### ACTION ITEM
If a line in the records below contains the word "Nodes", copy it.

### PROVIDED RECORDS
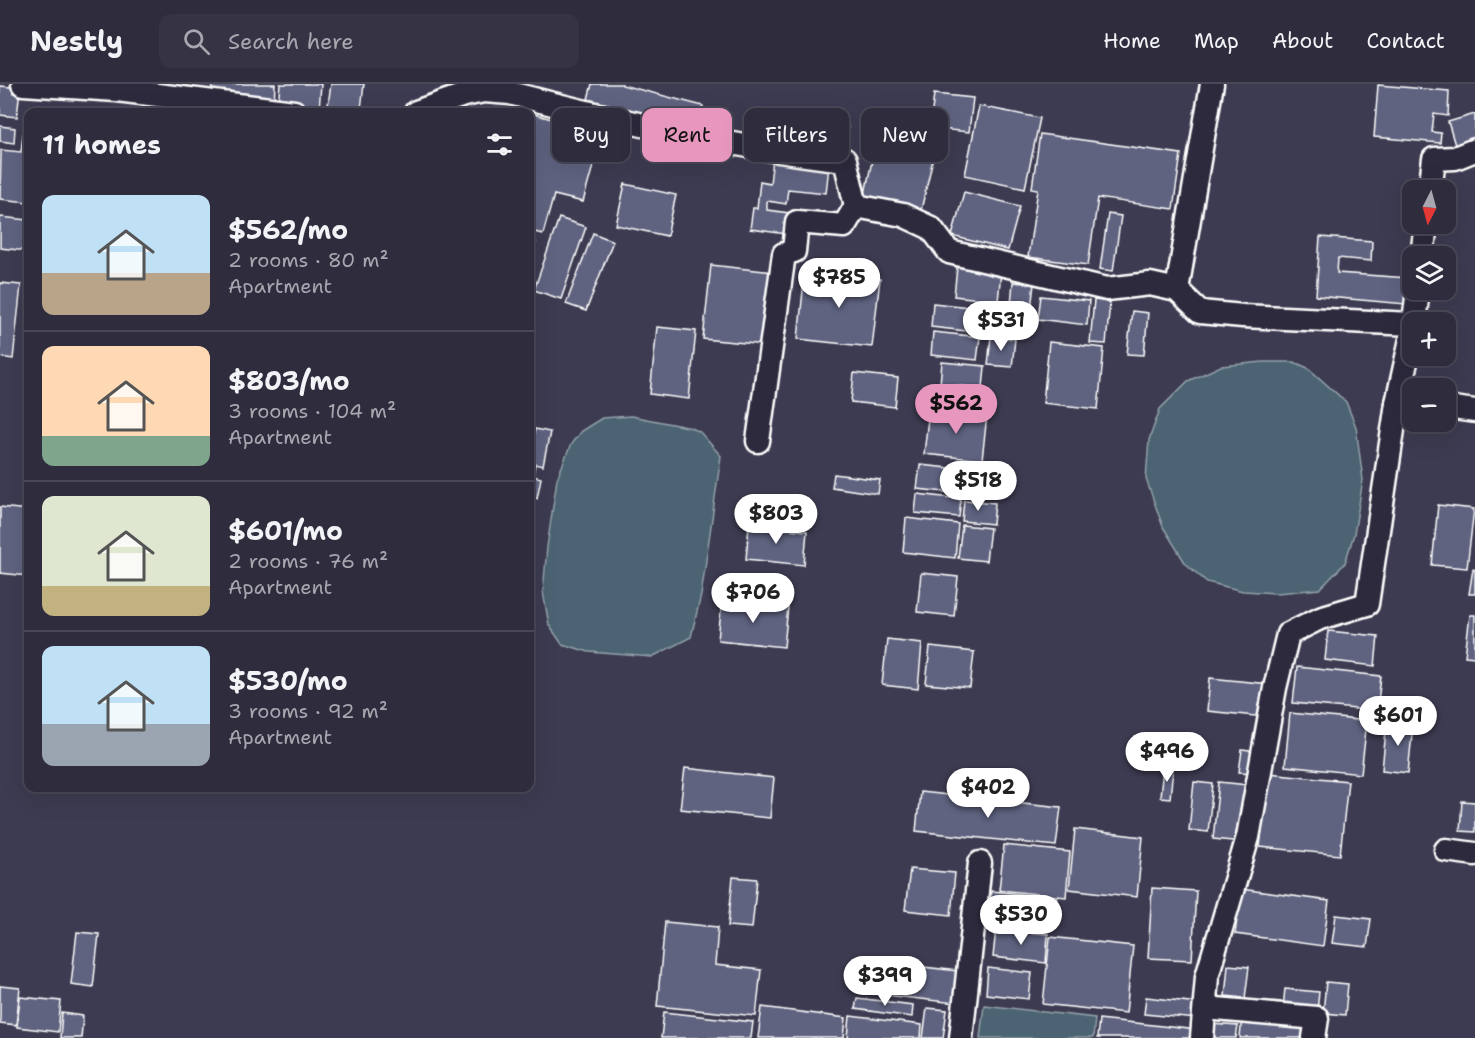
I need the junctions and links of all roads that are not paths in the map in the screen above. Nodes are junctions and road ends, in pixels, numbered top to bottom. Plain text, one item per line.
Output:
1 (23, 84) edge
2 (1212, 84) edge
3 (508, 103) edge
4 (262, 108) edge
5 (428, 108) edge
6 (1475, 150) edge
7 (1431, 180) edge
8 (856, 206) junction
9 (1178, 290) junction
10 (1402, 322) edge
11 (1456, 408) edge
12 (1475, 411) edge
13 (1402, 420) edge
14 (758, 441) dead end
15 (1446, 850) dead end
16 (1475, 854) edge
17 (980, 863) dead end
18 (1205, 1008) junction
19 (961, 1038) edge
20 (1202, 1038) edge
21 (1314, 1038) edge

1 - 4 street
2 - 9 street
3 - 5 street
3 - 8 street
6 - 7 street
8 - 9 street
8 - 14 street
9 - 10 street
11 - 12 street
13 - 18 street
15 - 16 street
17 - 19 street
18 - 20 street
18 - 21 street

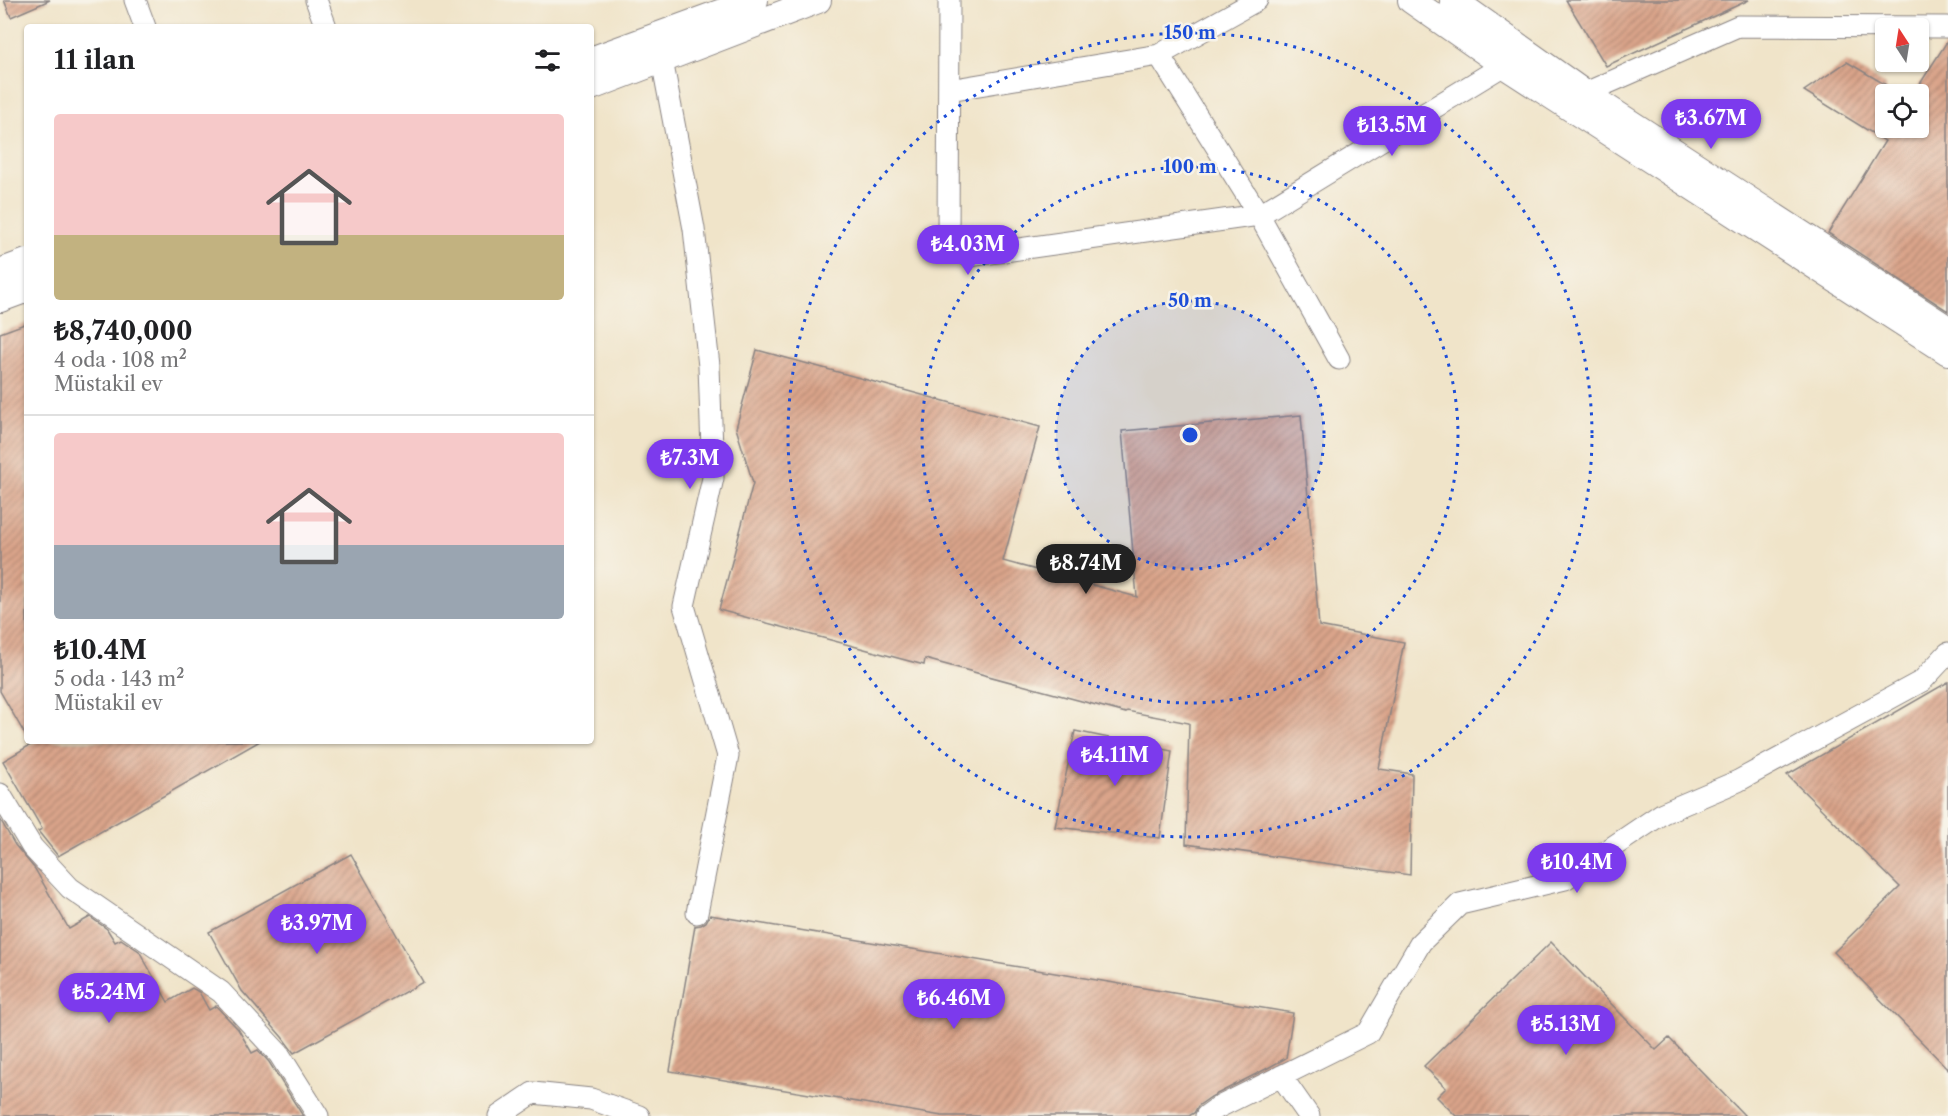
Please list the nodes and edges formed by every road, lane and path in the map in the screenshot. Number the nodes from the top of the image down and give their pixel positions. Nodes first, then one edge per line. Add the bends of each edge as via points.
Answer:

### RESULT FOR THIS EXERCISE
I need the junctions and links of all roads that are not paths in the map in the screen above. Nodes are junctions and road ends, in pixels, numbered top to bottom. Plain text, one item per line.
Please list the nodes and edges formed by every road, lane and path in the map in the screenshot. Number the nodes from the top of the image down and give their pixel positions. Nodes first, then one edge per line. Add the bends of each edge as via points.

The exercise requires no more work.